Alleged LockBit admin and lead developer named and targeted by US, UK and Australian authorities
Authorities in the U.K., U.S., and Australia today revealed new sanctions against the infamous Russian hacking gang LockBit and named a Russian man believed to be the group’s administration and lead developer.
The man alleged to lead LockBit is Russian national Dmitry Khoroshev. Known online as LockBitSupp, Khoroshev is claimed by the U.K. National Crime Agency to have thrived on anonymity and had previously offered a $10 million reward to anyone who could reveal his identity.
As a result of his being identified, Khoroshev has been sanctioned by the U.K. Foreign, Commonwealth and Development Office, the U.S. Department of the Treasury’s Office of Foreign Assets Control and the Australian Department of Foreign Affairs.
Along with the name and face reveal, the U.S. Justice Department also unsealed charges against Khoroshev, revealing that a grand jury in the District of New Jersey had indicted him on 26 counts.
Khoroshev stands accused of acting as the LockBit ransomware group’s developer and administrator from its inception in or around September 2019 through May 2024. In that time, Khoroshev and his affiliates grew LockBit into what was, at times, the most active and destructive ransomware group and variant in the world, with over 2,500 victims in at least 120 countries, including 1,800 victims in the United States.
He is also alleged to be the mastermind behind the LockBit ransomware-as-a-service model, designing the LockBit ransomware code and then recruiting affiliates to deploy the ransomware against victims. As LockBit’s developer, Khoroshev typically received a 20% share of each ransomware payment extorted from LockBit. The Justice Department claimed that he had received at least $100 million in digital currency payments as a result of LockBit affiliate ransomware attacks.
The decision to go after Khoroshev is the second stage of Operation Cronos, an international task force that was put together specifically to target LockBit. The first stage of the operation in February saw the LockBit site taken offline and the arrest of two LockBit affiliates.
The takedown of the LockBit site is still being noted among the various releases today as some sort of amazing win, despite the fact that LockBit was offline for barely a week. It was back up and running by Feb. 26.

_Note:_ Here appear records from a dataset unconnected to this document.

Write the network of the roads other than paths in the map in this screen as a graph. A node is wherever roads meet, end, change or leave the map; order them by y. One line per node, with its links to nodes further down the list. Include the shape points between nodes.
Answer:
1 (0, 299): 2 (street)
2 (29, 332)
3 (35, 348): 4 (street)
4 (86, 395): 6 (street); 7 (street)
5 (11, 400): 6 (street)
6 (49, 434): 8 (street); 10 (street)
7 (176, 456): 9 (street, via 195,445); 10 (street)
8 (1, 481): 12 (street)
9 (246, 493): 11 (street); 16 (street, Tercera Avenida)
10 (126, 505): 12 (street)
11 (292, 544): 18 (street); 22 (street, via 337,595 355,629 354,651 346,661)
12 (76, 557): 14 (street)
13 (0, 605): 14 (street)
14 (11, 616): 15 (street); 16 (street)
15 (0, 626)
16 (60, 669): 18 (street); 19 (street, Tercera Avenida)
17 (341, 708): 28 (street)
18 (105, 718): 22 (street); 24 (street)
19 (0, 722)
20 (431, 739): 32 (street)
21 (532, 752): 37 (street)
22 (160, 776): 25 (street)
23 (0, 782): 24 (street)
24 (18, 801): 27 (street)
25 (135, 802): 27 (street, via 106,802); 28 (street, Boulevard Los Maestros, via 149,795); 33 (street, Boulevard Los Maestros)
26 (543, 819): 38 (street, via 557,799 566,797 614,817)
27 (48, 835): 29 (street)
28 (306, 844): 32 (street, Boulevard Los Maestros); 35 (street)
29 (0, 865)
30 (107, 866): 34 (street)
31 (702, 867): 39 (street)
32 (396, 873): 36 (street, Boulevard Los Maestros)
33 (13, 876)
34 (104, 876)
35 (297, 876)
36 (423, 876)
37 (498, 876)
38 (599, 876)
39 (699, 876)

Although international law enforcement targeting ransomware groups is undoubtedly a noble cause, as noted when LockBit returned, “all the U.K. National Crime Authority, the U.S. Federal Bureau of Investigation and others did was cut two heads off a multiheaded hydra — it may have caused some short-term pain, but hydra heads grow back.”
And given that Khoroshev currently resides in Russia, unless he’s silly enough to travel to a country that has an extradition treaty with the U.S., indicting him is nothing more than making noise and appearing to do something. The Russians aren’t going to hand him over, which means he will continue to be free to run LockBit as he allegedly does now, even if LockBit isn’t quite as prominent as it once was.